Somente com a ideia de unidade do sistema jurídico e político é que se pode
conceber a "soberania do direito". “É exatamente por isso que uma solução para o
problema da soberania ainda não pode ser encontrada, pois ela se coloca no interior do
sistema político.” O sistema soberano requer um soberano, ainda que seja o Povo
representado pelo Parlamento. O soberano deve ser dotado da capacidade decisória e
controladora.
“O paradoxo da soberania não é acolhido em detrimento do direito positivo, mas,
ao contrário, é resolvido por seu intermédio.” O soberano é quem define o que é
requerido para o bem comum e que com isso é capaz de afirmar-se politicamente. Então,
a solução é o acoplamento dos sistemas político e jurídico na Constituição, tornando-a
soberana. Apesar do acoplamento, a diferenciação estrutural entre o sistema jurídico e
político não pode ser controlada.
“O conceito de acoplamento estrutural foi escolhido no sentido de
evidenciar contemporaneamente os limites dos encargos que é capaz de
suportar, e o que equivale a dizer o seu próprio não funcionamento. Esse
conceito, é claro, não pode eliminar a identidade e a autonomia dos
sistemas acoplados e não pode tampouco nem mesmo integrá-los em
uma ordem hieráquico-assimétrica.”
Graças ao acoplamento, o sistema jurídico passa a tolerar o sistema político que
tende para um Estado regulado por normas. O sistema político passa a tolerar o sistema
jurídico que possui os seus processos próprios de controle, protegido da interferência
política. Isto conduz a “uma teoria dos sistemas operativamente fechados sensíveis
apenas a perturbações mais do que a determinações recíprocas e obriga a que se recorra
à respectiva linguagem sistêmica para se poder reagir.” Assim, pela teoria dos sistemas,
na Constituição há conexões entre os sistemas ocasionais, contingentes e casuais que
possibilitam este acoplamento estrutural.
Segundo o autor: “os acoplamentos estruturais traduzem relações analógicas em
relações digitais.” O sistema social está sempre adaptado em política e direito na
constituição de forma analógica. As perturbações sociais se manifestam como eventos
perante os sistemas político e jurídico de forma digital.
“Através dos acoplamentos estruturais forma-se no interior das relações sistema-
ambiente um setor restrito com outras probabilidades de perturbações recíprocas”. As
perturbações entre os sistemas (jurídico e político) e o ambiente (sociedade) geram
aprendizado entre o ambiente e o sistema, ativando a memória dos setores do sistema.

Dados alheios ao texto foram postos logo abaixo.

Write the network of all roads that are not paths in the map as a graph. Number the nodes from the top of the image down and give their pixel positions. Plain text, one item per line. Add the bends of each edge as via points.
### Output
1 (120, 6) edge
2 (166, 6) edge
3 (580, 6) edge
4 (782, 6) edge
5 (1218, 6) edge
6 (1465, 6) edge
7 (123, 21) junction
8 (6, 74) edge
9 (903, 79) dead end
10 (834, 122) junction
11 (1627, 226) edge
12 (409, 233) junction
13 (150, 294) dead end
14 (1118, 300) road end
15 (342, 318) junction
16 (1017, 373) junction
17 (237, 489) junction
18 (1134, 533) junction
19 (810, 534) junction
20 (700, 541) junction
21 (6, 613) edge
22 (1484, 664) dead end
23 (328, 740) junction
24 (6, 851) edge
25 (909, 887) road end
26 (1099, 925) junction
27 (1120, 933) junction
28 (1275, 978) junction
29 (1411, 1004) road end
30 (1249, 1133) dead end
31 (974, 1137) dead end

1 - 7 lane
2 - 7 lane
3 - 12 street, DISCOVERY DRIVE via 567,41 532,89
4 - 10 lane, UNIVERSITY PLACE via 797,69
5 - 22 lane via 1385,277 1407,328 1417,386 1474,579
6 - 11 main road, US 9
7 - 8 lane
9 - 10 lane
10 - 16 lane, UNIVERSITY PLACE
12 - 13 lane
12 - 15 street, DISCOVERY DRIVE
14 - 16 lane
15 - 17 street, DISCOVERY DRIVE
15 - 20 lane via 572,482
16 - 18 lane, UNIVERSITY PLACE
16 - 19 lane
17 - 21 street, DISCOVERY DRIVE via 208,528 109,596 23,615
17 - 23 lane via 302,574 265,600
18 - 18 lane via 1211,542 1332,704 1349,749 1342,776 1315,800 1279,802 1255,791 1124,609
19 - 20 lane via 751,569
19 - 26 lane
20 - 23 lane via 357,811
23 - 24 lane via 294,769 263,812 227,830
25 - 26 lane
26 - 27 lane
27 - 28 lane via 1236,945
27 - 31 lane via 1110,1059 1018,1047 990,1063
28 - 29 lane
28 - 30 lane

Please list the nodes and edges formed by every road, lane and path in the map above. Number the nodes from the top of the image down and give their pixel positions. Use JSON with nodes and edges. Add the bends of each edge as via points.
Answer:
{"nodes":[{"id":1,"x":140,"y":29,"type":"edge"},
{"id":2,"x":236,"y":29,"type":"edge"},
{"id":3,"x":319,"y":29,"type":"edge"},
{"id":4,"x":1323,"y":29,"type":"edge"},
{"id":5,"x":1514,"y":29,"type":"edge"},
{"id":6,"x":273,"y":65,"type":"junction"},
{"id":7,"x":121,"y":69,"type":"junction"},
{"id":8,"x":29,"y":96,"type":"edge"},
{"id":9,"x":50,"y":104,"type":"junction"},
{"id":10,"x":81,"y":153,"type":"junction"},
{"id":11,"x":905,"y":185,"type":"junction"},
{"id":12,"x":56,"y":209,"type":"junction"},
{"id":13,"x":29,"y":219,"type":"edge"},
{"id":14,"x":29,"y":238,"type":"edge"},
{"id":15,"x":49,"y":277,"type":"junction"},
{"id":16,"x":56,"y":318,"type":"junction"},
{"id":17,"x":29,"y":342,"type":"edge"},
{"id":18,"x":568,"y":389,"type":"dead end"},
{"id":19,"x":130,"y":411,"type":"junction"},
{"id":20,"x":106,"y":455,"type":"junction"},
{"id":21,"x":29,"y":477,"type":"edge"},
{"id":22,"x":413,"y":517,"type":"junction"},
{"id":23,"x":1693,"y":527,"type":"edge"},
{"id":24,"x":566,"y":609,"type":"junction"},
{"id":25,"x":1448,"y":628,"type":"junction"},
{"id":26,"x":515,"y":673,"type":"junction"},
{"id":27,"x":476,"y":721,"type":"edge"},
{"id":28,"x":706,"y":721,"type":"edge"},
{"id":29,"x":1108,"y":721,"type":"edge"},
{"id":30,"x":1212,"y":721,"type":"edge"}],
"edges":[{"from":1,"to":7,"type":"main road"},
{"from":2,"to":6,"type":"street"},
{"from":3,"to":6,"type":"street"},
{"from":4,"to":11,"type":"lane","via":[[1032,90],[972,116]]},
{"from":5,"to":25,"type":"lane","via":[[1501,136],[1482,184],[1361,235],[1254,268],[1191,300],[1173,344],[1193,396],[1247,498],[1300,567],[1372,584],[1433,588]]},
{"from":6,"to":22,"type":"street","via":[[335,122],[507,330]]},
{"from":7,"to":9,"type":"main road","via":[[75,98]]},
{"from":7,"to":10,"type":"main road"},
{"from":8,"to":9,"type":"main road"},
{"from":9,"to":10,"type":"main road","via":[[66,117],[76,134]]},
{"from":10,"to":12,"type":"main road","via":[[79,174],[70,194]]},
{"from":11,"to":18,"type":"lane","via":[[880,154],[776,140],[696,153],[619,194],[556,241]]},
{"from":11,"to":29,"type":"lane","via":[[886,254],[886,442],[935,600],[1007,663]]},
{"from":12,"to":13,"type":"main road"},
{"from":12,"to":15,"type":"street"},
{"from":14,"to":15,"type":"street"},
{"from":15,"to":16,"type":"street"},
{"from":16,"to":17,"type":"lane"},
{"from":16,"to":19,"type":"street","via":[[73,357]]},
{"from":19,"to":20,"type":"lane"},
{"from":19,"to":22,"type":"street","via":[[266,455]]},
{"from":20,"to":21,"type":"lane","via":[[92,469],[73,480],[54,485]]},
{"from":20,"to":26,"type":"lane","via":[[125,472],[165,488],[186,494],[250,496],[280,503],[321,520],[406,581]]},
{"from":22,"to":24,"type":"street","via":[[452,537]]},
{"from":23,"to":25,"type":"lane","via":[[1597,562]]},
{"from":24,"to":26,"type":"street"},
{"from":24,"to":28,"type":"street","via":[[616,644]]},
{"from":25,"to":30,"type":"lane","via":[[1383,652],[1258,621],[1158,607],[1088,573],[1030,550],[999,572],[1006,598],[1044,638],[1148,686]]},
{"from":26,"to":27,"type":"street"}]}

Num momento posterior, as novas perturbações podem ser facilmente resolvidas com esta
memória. As perturbações são reguladas (normalizadas) entre os sistemas e saltam em
direção às alternativas disponíveis.
“... no contexto dos acoplamentos estruturais os distúrbios são algo
"familiar." Ou melhor, apresentam-se como "problemas" para os quais
já se encontram disponíveis soluções rapidamente utilizáveis mais ou
menos fáceis, mais ou menos plausíveis. Explica-se assim como os
acoplamentos estruturais tornam possível a construção de
regularidade interna ao sistema.”
Os acoplamentos estruturais são aquisições evolutivas. A sua formação não possui
causas específicas. Elas se pressupõem do próprio sistema em relação ao ambiente e a sua
própria estabilidade. Na aquisição evolutiva, as mutações estruturais decorrem de um
complexo mecanismo de variação, seleção e estabilização.
“No direito constitucional, a necessidade interpretativa torna-se particularmente
aguda uma vez que com a interpretação a soberania é transferida do legislador
constituinte para o intérprete, tanto mais quanto mais livre essa seja”. A interpretação é
um esquema de como os observadores intérpretes devem observar o que devem
considerar válido ou inválido no sistema.
A interpretação no contexto auto referencial busca a criar vínculos normativos e
não se limita ao próprio texto. O constitucionalista equivale ao “linguista que fala sobre
a linguagem e que por isso mesmo reconhece o seu comportamento no seu próprio
objeto”. A interpretação perturba ambos sistemas: jurídico e político a um só tempo, mas
com pressupostos e condições de efetuar a reconjunção diversa dos sistemas.